The Depaties maintain in their briefing that "[n]owhere in the `Bill of Lading and Freight Bill' is the specific tariff identified that defendants seek to charge shipper with knowledge." This statement, however, is not true: "400F" is clearly typed in the box labeled "Tariff."
As a result, the court must determine whether the nine-month limitation period applies when the shipper has not affirmatively manifested in writing an intent to be bound by that term of the tariff.

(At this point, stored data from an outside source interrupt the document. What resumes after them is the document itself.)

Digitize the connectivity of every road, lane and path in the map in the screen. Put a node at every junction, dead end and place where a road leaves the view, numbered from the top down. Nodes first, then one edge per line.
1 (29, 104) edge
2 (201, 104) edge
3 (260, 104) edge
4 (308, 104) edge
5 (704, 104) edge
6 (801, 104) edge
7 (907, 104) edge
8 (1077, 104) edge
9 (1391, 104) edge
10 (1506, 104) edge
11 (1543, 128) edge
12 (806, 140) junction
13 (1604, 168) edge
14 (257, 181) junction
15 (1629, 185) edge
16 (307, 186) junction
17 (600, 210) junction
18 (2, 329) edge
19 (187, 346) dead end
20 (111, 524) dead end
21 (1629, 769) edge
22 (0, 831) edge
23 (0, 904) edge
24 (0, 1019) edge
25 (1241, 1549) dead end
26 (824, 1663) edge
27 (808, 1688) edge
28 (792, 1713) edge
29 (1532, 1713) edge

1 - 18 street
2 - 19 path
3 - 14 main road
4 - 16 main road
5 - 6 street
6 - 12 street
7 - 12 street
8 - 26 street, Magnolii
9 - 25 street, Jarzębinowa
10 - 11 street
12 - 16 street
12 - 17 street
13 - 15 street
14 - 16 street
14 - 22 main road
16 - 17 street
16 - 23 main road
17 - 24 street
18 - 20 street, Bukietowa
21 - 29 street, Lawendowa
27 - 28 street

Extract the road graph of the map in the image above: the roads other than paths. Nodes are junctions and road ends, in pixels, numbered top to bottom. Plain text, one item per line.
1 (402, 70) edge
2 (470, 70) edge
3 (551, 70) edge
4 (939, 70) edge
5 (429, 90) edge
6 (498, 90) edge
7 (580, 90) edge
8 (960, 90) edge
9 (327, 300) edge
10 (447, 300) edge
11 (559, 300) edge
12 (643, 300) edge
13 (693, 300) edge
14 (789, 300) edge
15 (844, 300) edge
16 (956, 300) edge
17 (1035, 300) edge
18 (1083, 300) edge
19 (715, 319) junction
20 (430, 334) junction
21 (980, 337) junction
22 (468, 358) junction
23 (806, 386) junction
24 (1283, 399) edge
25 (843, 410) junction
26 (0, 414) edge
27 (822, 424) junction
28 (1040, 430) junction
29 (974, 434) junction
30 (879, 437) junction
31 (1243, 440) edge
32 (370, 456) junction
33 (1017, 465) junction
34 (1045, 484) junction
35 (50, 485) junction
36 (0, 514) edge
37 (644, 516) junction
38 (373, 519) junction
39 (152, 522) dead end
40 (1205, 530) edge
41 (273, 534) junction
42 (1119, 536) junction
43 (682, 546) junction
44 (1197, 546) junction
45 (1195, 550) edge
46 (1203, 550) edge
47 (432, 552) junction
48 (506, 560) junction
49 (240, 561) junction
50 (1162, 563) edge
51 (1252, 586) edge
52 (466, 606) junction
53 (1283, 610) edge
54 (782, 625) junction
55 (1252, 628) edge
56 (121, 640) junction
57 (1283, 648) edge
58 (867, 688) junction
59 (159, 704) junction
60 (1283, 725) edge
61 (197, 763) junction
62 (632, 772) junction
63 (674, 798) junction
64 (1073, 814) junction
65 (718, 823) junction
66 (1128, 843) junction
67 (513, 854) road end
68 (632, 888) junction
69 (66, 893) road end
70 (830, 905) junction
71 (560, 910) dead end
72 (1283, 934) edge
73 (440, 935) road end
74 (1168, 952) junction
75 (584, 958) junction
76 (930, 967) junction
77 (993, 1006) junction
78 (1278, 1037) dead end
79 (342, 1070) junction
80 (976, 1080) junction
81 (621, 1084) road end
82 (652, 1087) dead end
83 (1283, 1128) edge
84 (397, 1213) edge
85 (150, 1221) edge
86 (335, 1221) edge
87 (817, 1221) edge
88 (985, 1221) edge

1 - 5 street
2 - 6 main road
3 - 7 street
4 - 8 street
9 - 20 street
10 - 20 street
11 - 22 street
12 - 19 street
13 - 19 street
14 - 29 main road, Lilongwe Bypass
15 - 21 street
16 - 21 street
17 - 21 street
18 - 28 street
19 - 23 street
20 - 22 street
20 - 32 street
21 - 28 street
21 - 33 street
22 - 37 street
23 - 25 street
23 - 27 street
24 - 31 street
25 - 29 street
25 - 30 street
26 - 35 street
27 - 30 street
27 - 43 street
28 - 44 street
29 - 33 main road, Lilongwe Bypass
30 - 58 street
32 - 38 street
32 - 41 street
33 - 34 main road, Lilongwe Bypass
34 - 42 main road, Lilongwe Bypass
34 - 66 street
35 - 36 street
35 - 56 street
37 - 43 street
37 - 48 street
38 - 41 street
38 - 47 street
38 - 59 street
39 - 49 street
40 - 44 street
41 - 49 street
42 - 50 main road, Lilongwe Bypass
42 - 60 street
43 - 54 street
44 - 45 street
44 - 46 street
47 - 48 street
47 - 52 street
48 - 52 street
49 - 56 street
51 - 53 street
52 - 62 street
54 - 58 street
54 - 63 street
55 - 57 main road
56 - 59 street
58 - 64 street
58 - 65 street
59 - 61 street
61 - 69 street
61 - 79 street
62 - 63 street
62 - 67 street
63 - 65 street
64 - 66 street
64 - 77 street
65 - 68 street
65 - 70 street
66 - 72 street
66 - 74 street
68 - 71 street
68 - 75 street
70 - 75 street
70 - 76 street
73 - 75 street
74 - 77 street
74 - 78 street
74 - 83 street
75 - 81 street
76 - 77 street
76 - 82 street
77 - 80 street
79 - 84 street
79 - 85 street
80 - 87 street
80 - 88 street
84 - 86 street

The caselaw on this issue is less than clear. It has long been established that, as a general rule, properly published tariffs are binding on both shipper and carrier. As the court in Aero Trucking, Inc. v. Regal Tube Co., 594 F.2d 619 (7th Cir. 1979) stated:
The obvious and long-recognized purpose underlying [the rate-setting provisions of the Motor Carrier Act] is to prevent tariff rate discrimination. In accordance with this policy and the stringent language of the Act it has long been held that properly published tariffs are incorporated into any agreement between the shipper and carrier. As stated by the Supreme Court, "[the shipper], as well as the carrier, must be presumed to know the law, and to have understood that the rate charged could lawfully be the only one fixed by the tariff."Id. at 621 (citations omitted). Similarly, the United States Supreme Court has recently reaffirmed that:
The legal rights of a shipper as against a carrier in respect to a rate are measured by the published tariff. Unless and until suspended or set aside, this rate is made, for all purposes, the legal rate, as between carrier and shipper. The rights as defined by the tariff cannot be varied or enlarged by either contract or tort of the carrier. . . . This stringent rule prevails, because otherwise the paramount purpose of Congress — prevention of unjust discrimination — might be defeated.Maislin Industries v. Primary Steel, 497 U.S. 116, 126, 110 S.Ct. 2759, 2765-66, 111 L.Ed.2d 94, 108 (1990) (quoting Keogh v. Chicago Northwestern R. Co., 260 U.S. 156, 163, 43 S.Ct. 47, 49-50, 67 L.Ed. 183 (1922)). The Court went on to explain that:
Shippers and travelers are charged with notice of [the published rate], and they as well as the carrier must abide by it. . . . Ignorance or misquotation of rates is not an excuse for paying or charging either less or more than the rate filed. This rule is undeniably strict and it obviously may work hardship in some cases, but it embodies the policy which has been adopted by Congress in the regulation of interstate commerce in order to prevent unjust discrimination.Id., 497 U.S. at 127, 110 S.Ct. at 2766, 111 L.Ed.2d at 109 (quoting Louisville and Nashville R. Co. v. Maxwell, 237 U.S. 94, 35 S.Ct. 494, 59 L.Ed. 853 (1915)). See also, Farley Terminal Co., Inc. v. Atchison, T. S.F. Ry. Co., 522 F.2d 1095 (1975) and cases cited therein.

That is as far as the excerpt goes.